The provided connections will enable configuration-free usage for most Arduino boards. Some Arduino boards, such as the Mega2560, may require custom configuration due to how the ports on the Atmel AVR microcontroller are mapped to the digital pins on...
This circuit synthesizes two rear channels for quadraphonic sound when provided with a stereo signal. The rear output for the left channel is created by combining the left channel input, which is 180 degrees out of phase, with a...
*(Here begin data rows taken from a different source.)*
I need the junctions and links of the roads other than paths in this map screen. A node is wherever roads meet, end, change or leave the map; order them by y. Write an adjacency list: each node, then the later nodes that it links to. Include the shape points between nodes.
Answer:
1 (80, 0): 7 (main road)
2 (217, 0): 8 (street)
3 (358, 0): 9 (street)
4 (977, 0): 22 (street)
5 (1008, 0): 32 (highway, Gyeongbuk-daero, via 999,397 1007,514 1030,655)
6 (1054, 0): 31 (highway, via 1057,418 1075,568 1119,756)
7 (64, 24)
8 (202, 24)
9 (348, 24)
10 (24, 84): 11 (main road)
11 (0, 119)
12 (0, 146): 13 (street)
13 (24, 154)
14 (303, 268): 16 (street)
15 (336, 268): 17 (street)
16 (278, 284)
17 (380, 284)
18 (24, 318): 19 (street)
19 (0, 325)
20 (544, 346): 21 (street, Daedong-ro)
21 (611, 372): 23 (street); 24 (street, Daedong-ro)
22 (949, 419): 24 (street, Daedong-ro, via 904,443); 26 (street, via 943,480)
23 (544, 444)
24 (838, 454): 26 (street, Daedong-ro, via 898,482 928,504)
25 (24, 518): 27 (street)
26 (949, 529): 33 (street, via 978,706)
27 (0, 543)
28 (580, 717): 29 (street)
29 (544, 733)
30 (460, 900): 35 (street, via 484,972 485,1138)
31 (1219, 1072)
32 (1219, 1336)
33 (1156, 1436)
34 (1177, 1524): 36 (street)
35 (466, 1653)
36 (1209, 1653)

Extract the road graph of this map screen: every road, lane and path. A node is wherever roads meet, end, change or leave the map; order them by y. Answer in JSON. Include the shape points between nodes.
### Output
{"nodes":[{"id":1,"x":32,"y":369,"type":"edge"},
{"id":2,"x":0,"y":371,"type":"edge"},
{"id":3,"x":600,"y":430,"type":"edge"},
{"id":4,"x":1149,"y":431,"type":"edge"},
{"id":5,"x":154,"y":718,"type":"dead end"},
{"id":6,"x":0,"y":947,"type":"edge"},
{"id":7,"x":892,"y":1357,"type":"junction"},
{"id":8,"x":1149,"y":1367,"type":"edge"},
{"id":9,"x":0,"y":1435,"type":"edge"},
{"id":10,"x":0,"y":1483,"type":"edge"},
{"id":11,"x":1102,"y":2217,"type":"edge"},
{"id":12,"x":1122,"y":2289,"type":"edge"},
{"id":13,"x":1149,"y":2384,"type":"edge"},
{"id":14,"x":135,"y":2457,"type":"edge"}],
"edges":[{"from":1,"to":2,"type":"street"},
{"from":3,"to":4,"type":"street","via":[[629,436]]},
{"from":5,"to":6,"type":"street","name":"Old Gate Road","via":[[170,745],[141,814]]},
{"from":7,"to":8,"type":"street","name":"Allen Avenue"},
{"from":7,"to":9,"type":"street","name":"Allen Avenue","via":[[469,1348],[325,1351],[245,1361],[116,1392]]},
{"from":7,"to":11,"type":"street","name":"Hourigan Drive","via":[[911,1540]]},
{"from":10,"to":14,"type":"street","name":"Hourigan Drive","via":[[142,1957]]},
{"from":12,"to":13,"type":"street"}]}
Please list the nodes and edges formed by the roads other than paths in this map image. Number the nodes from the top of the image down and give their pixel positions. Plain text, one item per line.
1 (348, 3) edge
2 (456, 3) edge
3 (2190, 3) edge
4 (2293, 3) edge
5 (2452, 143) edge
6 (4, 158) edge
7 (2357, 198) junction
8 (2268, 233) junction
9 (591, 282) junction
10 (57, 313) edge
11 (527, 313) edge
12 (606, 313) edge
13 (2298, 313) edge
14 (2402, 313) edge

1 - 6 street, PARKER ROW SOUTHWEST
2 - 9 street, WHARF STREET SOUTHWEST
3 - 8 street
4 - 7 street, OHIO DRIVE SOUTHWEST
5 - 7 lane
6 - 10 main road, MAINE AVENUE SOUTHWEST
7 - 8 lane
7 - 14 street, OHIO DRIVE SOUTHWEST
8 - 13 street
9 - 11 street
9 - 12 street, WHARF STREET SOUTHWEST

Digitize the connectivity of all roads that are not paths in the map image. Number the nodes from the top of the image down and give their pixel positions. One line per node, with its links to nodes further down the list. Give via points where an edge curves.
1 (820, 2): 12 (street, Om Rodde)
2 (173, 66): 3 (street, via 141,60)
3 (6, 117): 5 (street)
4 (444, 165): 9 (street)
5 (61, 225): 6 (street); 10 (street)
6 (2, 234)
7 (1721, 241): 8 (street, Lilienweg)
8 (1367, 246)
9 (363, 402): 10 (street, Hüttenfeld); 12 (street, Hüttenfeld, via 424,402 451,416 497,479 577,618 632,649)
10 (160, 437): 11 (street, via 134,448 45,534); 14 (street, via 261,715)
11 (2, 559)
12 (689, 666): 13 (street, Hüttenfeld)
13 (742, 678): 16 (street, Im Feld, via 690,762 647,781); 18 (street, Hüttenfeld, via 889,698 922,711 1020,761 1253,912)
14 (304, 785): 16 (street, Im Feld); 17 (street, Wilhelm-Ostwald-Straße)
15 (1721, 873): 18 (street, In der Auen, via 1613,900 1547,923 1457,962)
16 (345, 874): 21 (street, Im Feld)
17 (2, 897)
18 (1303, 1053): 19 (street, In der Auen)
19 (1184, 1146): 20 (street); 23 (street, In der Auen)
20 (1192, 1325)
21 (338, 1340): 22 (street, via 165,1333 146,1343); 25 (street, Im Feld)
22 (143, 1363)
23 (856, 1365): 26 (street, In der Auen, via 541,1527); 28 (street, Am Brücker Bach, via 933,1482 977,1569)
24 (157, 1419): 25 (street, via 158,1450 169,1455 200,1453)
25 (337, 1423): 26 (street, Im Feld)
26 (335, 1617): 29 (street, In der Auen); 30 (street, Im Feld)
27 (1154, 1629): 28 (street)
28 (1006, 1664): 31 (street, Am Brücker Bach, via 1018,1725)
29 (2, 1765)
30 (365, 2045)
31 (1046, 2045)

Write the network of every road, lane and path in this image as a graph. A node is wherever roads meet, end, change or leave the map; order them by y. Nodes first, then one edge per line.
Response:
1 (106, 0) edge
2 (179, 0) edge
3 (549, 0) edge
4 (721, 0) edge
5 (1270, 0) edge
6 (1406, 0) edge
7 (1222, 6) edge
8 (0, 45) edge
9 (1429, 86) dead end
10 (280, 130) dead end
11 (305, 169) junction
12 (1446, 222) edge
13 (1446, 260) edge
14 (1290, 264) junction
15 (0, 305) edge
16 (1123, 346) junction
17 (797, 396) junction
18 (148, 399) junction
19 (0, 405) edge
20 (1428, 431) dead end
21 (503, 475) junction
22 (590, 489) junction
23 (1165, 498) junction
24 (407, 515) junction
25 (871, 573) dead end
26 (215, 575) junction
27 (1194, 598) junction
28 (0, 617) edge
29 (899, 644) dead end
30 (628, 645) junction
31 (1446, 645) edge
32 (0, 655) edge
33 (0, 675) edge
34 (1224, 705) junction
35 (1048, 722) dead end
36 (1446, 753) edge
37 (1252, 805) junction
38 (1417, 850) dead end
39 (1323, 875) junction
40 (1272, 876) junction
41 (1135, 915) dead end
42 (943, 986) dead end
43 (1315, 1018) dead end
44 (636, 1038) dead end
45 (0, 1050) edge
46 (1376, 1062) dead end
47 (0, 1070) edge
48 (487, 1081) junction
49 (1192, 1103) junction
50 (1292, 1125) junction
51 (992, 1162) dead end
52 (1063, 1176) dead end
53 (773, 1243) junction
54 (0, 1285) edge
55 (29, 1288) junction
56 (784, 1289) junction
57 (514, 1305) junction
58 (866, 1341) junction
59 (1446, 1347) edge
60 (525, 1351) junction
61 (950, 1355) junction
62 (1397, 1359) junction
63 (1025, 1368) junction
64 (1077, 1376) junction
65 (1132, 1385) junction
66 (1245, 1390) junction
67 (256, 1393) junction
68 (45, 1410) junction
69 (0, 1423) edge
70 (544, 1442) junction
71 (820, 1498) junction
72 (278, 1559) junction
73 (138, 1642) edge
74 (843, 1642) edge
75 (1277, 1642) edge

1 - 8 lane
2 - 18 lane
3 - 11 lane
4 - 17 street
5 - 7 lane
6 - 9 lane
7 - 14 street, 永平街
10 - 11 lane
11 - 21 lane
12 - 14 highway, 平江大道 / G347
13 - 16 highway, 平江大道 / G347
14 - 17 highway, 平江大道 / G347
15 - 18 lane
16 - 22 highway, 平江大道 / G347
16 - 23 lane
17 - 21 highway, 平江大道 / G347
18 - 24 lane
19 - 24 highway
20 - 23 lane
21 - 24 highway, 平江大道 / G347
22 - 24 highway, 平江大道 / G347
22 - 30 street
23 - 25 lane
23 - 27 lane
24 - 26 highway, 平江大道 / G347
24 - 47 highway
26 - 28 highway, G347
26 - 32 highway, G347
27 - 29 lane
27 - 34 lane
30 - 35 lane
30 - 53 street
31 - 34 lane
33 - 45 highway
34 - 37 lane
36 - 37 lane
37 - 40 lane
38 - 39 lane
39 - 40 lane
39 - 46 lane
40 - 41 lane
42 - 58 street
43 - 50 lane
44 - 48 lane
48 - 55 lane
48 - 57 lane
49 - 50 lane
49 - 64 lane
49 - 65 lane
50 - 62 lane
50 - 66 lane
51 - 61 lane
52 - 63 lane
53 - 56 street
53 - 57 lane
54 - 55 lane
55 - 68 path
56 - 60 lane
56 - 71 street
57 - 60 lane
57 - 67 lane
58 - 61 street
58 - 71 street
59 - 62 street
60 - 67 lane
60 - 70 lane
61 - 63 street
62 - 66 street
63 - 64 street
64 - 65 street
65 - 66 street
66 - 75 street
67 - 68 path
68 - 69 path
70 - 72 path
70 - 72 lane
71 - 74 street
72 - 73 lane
Have you verified whether you can see the zero crossings on your input pin? It may be beneficial to write a sketch that toggles the LED on pin 13 every 50 or 60 zero crossings. This should result in...
In this series, a diverse exploration of how Arduino interacts with various real-world devices has been presented, from servo motors to ultrasonic range finders, TVs to humidity sensors. The focus now shifts to generating sound using Arduino. The project...
Control a relay from an Arduino-compatible board. When attempting to activate the relay from the Arduino, it takes at least a second to close, and sometimes it does not close at all. Digital pin 2 of the Arduino is...
We use cookies to enhance your experience, analyze traffic, and serve personalized ads.
By clicking "Accept", you agree to our use of cookies.